It should be understood that when the sole of the boot is rigidly attached to the board, the boot itself, particularly if a hard shell boot, provides little, if any, side-to-side flexibility. The side-to-side flexibility afforded by snowboard boots is generally a function of the stiffness of the boot shell, which impacts the ability of the rider to roll the foot or flex the ankle within the boot. However, since the ankle joint itself has limited side-to-side flexibility, even soft shell boots may not provide the rider with as much side-to-side flexibility as a rider may desire when used in conjunction with side-grip bindings that rigidly engage the boot sole. Rather, the feel that most riders desire is achieved only by enabling the sole of the boot to roll side-to-side relative to the board.

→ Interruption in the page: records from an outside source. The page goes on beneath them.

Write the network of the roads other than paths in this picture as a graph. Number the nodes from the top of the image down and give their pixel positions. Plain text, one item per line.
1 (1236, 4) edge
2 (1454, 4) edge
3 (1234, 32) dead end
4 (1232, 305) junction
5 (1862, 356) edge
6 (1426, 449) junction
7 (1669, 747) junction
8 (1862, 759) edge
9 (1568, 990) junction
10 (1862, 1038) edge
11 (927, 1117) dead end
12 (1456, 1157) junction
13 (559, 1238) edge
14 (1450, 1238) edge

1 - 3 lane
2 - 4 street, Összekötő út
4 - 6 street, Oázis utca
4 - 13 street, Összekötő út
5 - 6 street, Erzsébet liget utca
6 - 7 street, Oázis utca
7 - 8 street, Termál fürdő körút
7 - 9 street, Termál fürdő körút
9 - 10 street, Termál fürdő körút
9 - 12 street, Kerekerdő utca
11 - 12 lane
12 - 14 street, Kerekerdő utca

In view of the foregoing, it is an object of the present invention to provide an improved method and apparatus for interfacing a snowboard boot and a snowboard.

SUMMARY OF THE INVENTION

In one illustrative embodiment of the invention, an apparatus is provided that comprises a snowboard boot and a binding interface that includes at least one interface feature that is adapted to engage with a snowboard binding. The boot includes a pair of attachment points that are spaced apart in a side-to-side direction. The binding interface is movably mounted to the snowboard boot so that the snowboard boot can flex, relative to the binding interface, in the side-to-side direction through an angle to provide side-to-side flexibility. The binding interface is mounted to the boot at the pair of attachment points with a pair of strapless fasteners.

In another illustrative embodiment, an apparatus is provided that comprises a snowboard boot that includes a bottom surface, and a strapless binding interface that is movably mounted to the snowboard boot so that the snowboard boot can flex side-to-side relative to the binding interface to provide side-to-side flexibility. The binding interface includes a first interface feature disposed adjacent a first side of the boot and a second interface feature disposed adjacent a second side of the boot. The first and second interface features are adapted to engage with a snowboard binding. At least a portion of one of the first and second interface features does not protrude below the bottom surface of the boot.

In a further illustrative embodiment of the invention, an apparatus is provided that comprises a snowboard boot including a first side and a second side, and a strapless binding interface movably mounted to the snowboard boot so that the snowboard boot can flex side-to-side relative to the binding interface to provide side-to-side flexibility. The binding interface includes at least one interface feature that is adapted to engage with a snowboard binding, wherein the at least one interface feature does not protrude beyond the first and second sides of the boot.

In another illustrative embodiment of the invention, an apparatus is provided that comprises a snowboard boot, a binding interface movably mounted to the snowboard boot so that the snowboard boot can flex side-to-side relative to the binding interface to provide side-to-side flexibility, and an adjustment member supported by one of the boot and the binding interface. The adjustment member is constructed and arranged to adjustably restrict the side-to-side flexibility between the boot and the binding interface. The binding interface includes at least one interface feature that is adapted to engage with a snowboard binding.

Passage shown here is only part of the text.